– Как там, в лавке, справляется ли Евстафий? – вслух пробормотал купец, как в это время дверь отворилась и в келью вошёл настоятель.

– Как идёт обучение, сын мой? – обратился священник к подростку.

Тот встал с колен, незаметно кивнул и замер как статуя.

– Ступай с богом отрок, опосля расскажешь.

Настоятель приблизился к Пахому, ледяным взглядом окинул купца, дождался, когда дверь за служкой закроется, и, вращая перстень на пальце, начал допрос:

– Значит, ты говоришь, что Алексий – ромей из Мурманска? Странно, не помню такого места, а почему войско «Меркурий» называется, сколько людей в нём, за что живут, как сотника зовут?

Новгородец, желая поскорее выбраться из мрачного помещения, рассказал все, что знал. А как же не рассказать, вроде как исповедь. Умолчал только о рации, потому, как не спрашивали, как связь поддерживал. И было у Пахома ощущение, как будто воли его лишили, и даже хотевши солгать, не смог бы. Выйдя на улицу, он подобно сонной мухе брёл по дороге к себе в лавку, торг давно закрылся, и Пахому остро захотелось выпить чего покрепче, да и закусить плотно не помешало бы. Харчевня была рядом с рынком, а запах гороховой похлёбки с ветчиной безошибочно указывал направление. Ноги купца сами донесли его до сего заведения.

– Много пить, много есть, – сказал купец, протягивая старую арабскую монету с угрожающей надписью: «Кто монету не возьмёт, тому смерть», половому.

Расплатившись «чёрным дирхемом», Пахом уселся за стол. Он давно желал избавиться от этой монеты, имевшей хождение только в пределах Бухары, да всё никак не удавалось. И вот, вроде как всё получилось, а радости так и не прибавилось. Было ли шумно, Ильич не понимал, словно уши заложило ватой. Может, из-за этого он и не расслышал, как в харчевне началась драка, а занятый поглощением еды не увидел, как лихой посетитель, замахиваясь доской от лавки, стоя спиной к Пахому, треснул его по башке. Бум! В глазах новгородца вспыхнул свет, возможно, были и искры, затем темнота и полное спокойствие. Очухался купец после ушата холодной воды, вылитой на него на улице, перед харчевней. Немного подташнивало, на лбу шишка, шапки и кошеля нет, рубаха из дорогого шёлка порвана.

– Хоть сапоги не спёрли, гадёныши! – высказался новгородец, вставая на ноги.

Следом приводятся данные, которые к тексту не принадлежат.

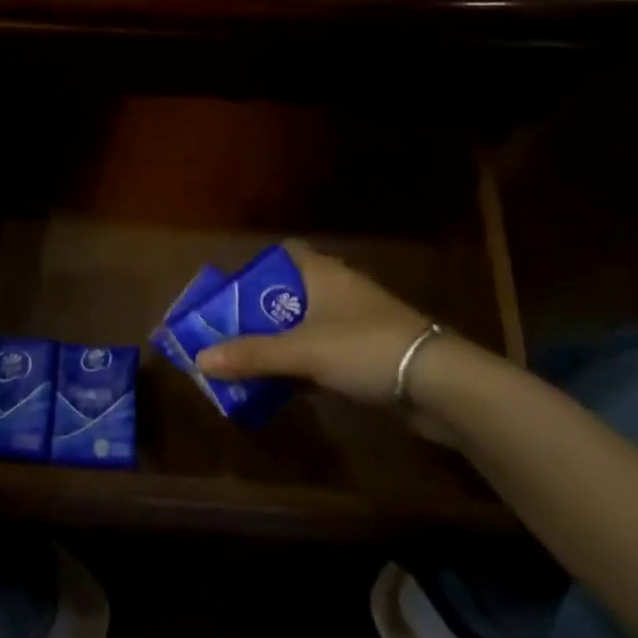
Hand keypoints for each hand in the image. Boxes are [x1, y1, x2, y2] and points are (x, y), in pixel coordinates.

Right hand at [194, 241, 439, 408]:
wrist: (438, 383)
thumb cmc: (364, 347)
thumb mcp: (302, 351)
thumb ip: (252, 355)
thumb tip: (199, 358)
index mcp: (323, 273)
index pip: (286, 252)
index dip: (258, 266)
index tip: (232, 291)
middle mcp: (339, 289)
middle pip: (291, 291)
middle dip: (260, 312)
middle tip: (229, 333)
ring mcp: (357, 321)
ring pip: (308, 324)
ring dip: (281, 341)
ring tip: (248, 362)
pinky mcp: (369, 352)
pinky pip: (325, 350)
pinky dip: (304, 363)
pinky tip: (285, 385)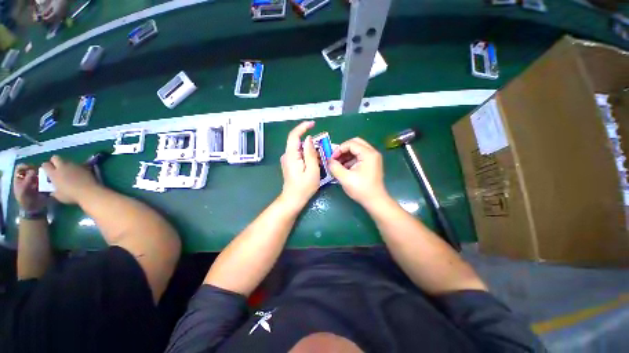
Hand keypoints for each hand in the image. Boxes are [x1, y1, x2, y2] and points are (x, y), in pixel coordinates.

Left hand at [13, 164, 46, 211]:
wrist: (34, 209)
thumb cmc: (26, 200)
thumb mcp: (23, 190)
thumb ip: (27, 180)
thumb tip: (33, 170)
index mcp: (19, 179)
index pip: (20, 168)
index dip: (25, 166)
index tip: (32, 168)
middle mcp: (26, 179)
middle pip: (30, 170)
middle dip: (36, 170)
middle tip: (41, 172)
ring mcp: (34, 182)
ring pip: (38, 174)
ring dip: (42, 175)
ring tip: (47, 177)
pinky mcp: (41, 185)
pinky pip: (44, 179)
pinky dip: (47, 179)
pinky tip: (49, 181)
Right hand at [42, 156, 98, 204]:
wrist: (89, 191)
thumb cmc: (71, 195)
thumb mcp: (58, 196)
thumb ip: (54, 191)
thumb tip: (53, 191)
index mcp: (54, 174)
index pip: (45, 165)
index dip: (45, 167)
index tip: (47, 170)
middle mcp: (62, 167)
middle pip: (55, 158)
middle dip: (54, 161)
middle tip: (56, 168)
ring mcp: (74, 166)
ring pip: (67, 160)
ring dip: (65, 164)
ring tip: (68, 171)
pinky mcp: (83, 166)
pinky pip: (76, 164)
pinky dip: (75, 167)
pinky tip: (77, 173)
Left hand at [279, 121, 320, 210]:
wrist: (293, 199)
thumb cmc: (304, 187)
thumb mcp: (312, 170)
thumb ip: (310, 153)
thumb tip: (308, 139)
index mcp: (291, 155)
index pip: (294, 135)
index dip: (303, 127)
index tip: (313, 124)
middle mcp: (287, 155)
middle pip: (298, 142)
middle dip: (311, 143)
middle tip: (322, 150)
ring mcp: (287, 160)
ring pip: (299, 149)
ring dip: (310, 150)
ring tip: (319, 159)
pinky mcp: (289, 164)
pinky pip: (299, 154)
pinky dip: (307, 155)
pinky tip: (314, 163)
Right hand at [328, 137, 388, 207]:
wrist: (375, 201)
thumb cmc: (361, 189)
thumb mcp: (345, 178)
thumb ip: (335, 167)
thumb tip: (328, 160)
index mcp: (368, 154)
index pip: (351, 143)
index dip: (339, 149)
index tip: (332, 158)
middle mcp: (372, 153)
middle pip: (355, 143)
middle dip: (343, 150)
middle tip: (335, 158)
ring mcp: (373, 158)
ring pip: (357, 149)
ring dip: (346, 155)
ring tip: (338, 164)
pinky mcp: (371, 164)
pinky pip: (359, 156)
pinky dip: (350, 160)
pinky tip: (344, 168)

Вот и вышел обман с монетой боком. Пахом, тем не менее, всю дорогу к лавке ругал то трактирщика, то соседей по столу, а то и стражу, не уследившую драку. Не было счастья, так несчастье помогло. Ильич вновь стал отчётливо слышать, радость вернулась в его сердце, жить стало интересно и жизнь была хороша. В лавке, не ответив на расспросы о внешнем виде, он лёг спать. Кошмары его не мучили, однако под утро во сне явился настоятель храма, на этот раз сзади из умышленно проделанной дырки на рясе у священника торчал хвост с кисточкой на конце. Оный предмет подобно змее извивался и щёлкал по полу. Настоятель со злостью шипел, но подойти ближе к Пахому не мог, всё время наталкиваясь на стену из стекла, которую Ильич воздвигнул перед приходом беса. Вскоре видение исчезло, но появилась огромная улыбающаяся рожица Лексея. Прошла сквозь стекло, подмигнула и испарилась.

* * *

Незадолго до полудня, отойдя от городских причалов до первого отдыха гребцов, Пахом Ильич вышел на сеанс радиосвязи. Новгородец ретировался из Смоленска, отдав распоряжение торговать в лавке до победного конца, то есть с утра и пока не продадут весь товар. То ли ночной кошмар, то ли интуиция купца, помноженная на авантюризм, гнали Ильича прочь от города, подальше, на базу Лексея. Бывший пиратский струг, заваленный на три четверти булыжниками (больше нельзя, на волоке тяжело), с четырьмя девочками двенадцати лет, взятый на буксир, изрядно тормозил продвижение. Ветра не было, гребцы делали свою работу, а Пахому казалось, что всё стоит на месте и даже утка у берега плывёт быстрее. Изволновавшись, купец спрятался под тент из шкур и открыл сундучок с рацией.